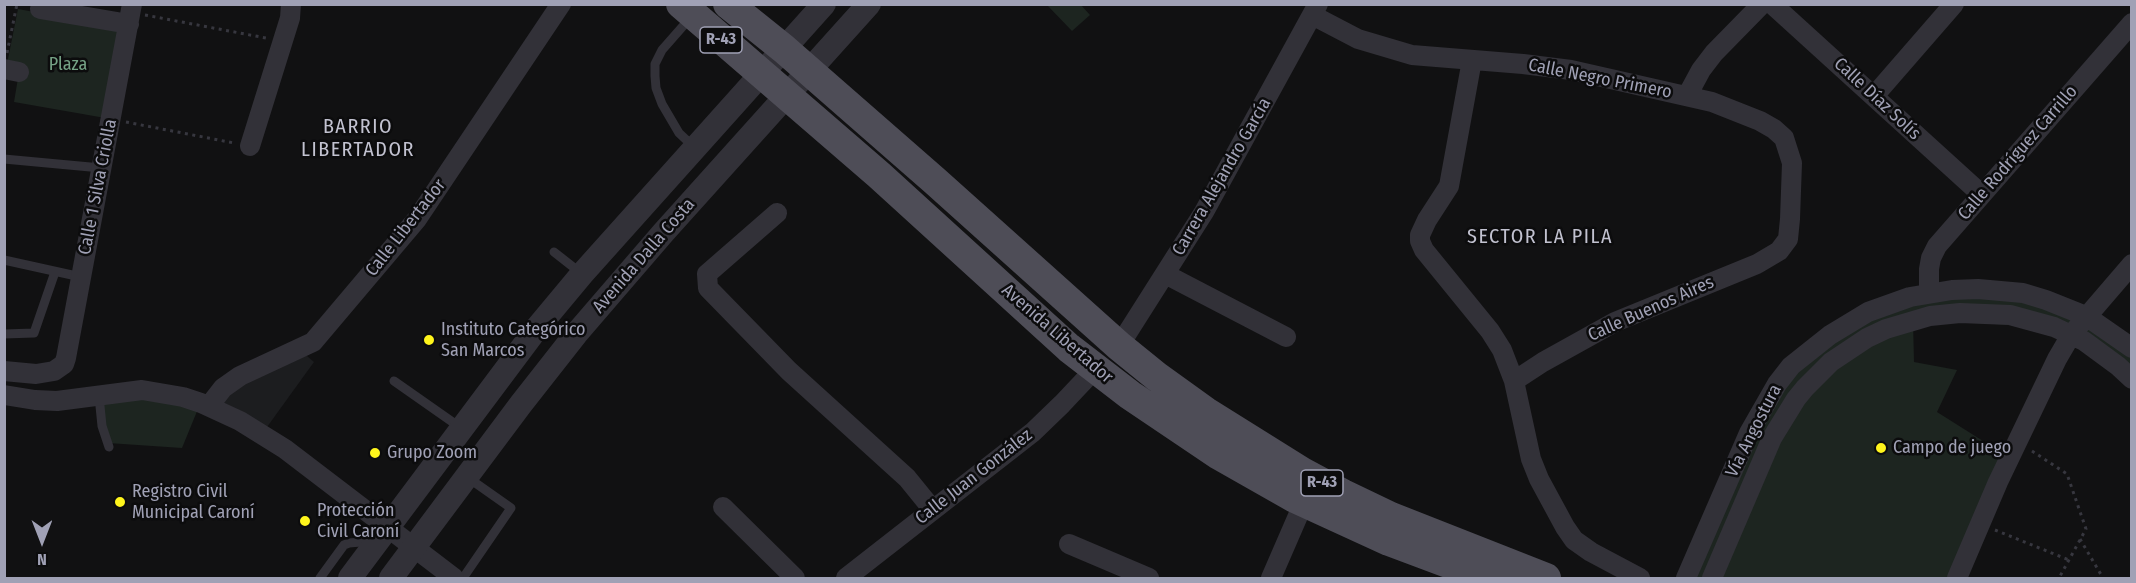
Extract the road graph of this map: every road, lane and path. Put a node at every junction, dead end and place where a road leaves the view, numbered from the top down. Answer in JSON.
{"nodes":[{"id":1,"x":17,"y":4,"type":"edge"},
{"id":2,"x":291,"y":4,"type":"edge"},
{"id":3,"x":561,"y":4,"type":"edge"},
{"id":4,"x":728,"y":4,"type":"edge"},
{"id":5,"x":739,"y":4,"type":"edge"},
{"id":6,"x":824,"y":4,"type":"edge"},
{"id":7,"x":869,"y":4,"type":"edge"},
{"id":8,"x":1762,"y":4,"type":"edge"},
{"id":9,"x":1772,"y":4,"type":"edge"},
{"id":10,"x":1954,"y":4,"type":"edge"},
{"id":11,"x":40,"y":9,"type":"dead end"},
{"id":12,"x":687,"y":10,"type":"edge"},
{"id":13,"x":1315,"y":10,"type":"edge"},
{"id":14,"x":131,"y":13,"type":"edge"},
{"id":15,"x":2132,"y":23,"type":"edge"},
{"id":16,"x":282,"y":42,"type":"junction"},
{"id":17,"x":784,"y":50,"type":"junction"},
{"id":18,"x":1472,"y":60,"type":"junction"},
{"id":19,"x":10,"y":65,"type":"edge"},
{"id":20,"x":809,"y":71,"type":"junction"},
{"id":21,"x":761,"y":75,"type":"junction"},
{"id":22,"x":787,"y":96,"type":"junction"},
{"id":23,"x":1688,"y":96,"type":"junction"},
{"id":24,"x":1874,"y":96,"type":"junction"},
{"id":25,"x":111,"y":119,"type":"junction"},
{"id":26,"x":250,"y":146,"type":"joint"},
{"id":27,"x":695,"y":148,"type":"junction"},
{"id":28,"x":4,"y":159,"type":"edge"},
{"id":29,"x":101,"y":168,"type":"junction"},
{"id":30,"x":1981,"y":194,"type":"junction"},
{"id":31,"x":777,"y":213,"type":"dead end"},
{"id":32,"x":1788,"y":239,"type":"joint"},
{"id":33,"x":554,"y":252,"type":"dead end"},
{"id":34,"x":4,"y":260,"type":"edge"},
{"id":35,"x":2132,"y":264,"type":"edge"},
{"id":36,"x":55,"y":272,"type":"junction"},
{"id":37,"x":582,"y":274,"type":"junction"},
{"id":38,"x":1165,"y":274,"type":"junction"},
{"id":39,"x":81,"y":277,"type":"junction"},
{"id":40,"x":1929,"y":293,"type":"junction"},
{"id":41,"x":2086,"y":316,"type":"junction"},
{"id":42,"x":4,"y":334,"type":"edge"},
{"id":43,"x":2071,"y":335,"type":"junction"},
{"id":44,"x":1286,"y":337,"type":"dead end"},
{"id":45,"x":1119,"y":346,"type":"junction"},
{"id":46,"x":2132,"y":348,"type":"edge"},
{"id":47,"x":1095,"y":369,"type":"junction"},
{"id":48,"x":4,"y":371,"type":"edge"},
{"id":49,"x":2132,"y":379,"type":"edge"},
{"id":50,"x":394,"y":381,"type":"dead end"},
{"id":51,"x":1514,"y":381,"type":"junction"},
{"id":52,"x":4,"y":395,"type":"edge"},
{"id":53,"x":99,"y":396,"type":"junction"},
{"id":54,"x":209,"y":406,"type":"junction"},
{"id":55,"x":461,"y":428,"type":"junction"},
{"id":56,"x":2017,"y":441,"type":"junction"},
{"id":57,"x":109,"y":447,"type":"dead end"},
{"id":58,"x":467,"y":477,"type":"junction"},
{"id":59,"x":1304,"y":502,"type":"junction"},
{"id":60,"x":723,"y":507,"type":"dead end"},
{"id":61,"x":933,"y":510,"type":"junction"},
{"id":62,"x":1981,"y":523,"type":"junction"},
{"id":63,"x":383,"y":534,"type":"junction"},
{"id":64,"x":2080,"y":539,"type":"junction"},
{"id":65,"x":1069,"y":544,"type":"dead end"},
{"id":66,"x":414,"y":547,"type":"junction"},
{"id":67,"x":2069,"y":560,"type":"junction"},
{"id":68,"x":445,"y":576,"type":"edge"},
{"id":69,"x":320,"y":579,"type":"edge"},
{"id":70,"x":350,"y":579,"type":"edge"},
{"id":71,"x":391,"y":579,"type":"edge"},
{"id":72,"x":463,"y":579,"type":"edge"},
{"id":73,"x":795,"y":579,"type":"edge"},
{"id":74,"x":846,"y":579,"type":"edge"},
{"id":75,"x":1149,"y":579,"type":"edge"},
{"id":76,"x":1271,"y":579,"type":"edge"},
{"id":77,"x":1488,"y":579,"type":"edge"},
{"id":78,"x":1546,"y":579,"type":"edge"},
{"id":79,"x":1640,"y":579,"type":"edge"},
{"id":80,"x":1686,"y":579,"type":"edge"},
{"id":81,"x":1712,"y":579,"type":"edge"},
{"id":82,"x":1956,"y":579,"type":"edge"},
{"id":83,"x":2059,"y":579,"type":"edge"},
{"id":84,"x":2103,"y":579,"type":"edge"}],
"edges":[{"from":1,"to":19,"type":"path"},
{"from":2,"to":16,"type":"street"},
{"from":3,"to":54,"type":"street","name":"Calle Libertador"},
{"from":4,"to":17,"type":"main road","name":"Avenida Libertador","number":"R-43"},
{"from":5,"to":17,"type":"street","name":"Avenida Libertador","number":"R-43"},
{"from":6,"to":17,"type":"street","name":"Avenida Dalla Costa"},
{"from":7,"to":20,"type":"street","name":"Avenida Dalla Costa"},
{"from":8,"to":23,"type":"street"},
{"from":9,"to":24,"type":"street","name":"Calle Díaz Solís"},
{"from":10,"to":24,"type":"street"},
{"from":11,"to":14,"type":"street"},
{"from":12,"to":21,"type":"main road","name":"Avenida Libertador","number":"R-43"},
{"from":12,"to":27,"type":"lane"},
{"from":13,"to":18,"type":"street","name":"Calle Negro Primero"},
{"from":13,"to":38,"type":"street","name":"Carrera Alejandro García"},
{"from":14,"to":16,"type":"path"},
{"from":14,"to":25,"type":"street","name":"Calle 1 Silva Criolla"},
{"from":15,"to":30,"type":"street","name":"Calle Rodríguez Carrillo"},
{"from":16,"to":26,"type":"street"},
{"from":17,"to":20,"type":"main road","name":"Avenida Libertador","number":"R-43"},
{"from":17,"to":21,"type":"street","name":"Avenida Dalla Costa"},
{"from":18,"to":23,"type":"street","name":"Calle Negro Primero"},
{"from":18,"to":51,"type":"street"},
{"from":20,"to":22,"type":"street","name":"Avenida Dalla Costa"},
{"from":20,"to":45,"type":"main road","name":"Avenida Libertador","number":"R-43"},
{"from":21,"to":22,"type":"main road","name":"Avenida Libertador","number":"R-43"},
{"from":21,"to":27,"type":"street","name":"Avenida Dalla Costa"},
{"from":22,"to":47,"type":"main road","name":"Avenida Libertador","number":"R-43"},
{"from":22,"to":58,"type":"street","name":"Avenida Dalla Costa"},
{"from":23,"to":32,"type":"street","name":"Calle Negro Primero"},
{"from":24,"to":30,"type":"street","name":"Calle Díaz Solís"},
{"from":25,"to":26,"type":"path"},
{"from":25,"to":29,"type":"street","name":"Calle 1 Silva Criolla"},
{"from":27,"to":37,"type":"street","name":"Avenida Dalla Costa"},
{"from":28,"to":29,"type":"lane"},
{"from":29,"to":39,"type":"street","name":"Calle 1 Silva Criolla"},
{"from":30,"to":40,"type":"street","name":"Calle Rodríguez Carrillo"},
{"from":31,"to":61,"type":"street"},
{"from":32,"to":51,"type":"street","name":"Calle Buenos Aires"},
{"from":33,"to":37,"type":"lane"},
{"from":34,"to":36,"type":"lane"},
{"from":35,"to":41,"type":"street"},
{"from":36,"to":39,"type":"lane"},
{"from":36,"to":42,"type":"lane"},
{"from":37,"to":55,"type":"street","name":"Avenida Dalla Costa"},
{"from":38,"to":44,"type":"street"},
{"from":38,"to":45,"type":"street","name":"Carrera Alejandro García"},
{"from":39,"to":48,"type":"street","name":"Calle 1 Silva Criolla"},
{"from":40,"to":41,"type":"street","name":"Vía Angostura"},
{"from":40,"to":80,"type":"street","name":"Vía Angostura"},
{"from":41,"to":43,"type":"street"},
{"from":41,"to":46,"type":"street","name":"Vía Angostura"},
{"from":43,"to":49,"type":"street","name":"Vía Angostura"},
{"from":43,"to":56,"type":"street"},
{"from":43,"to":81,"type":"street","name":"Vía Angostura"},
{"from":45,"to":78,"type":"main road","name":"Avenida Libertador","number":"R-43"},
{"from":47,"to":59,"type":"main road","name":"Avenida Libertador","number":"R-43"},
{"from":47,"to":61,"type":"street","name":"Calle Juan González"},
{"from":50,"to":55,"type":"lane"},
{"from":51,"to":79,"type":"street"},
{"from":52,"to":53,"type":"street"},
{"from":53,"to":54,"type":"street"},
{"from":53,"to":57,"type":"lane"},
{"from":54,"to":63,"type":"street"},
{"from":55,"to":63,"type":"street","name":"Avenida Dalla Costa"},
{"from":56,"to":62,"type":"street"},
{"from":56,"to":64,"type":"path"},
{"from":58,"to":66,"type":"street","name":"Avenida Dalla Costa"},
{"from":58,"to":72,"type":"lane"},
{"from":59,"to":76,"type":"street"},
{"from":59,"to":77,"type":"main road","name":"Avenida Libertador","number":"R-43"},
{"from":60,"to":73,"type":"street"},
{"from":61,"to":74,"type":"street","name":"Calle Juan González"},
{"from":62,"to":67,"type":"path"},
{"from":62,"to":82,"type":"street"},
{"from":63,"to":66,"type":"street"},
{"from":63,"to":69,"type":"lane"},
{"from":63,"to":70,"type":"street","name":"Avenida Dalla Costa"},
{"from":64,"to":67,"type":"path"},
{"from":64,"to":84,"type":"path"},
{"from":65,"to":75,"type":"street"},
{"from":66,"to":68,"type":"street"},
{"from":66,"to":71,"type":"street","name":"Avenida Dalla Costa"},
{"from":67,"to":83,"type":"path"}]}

- Exercise: Search the data for the string "Rodríguez" and copy every line where it appears.

- Your solution:
{"from":15,"to":30,"type":"street","name":"Calle Rodríguez Carrillo"},
{"from":30,"to":40,"type":"street","name":"Calle Rodríguez Carrillo"},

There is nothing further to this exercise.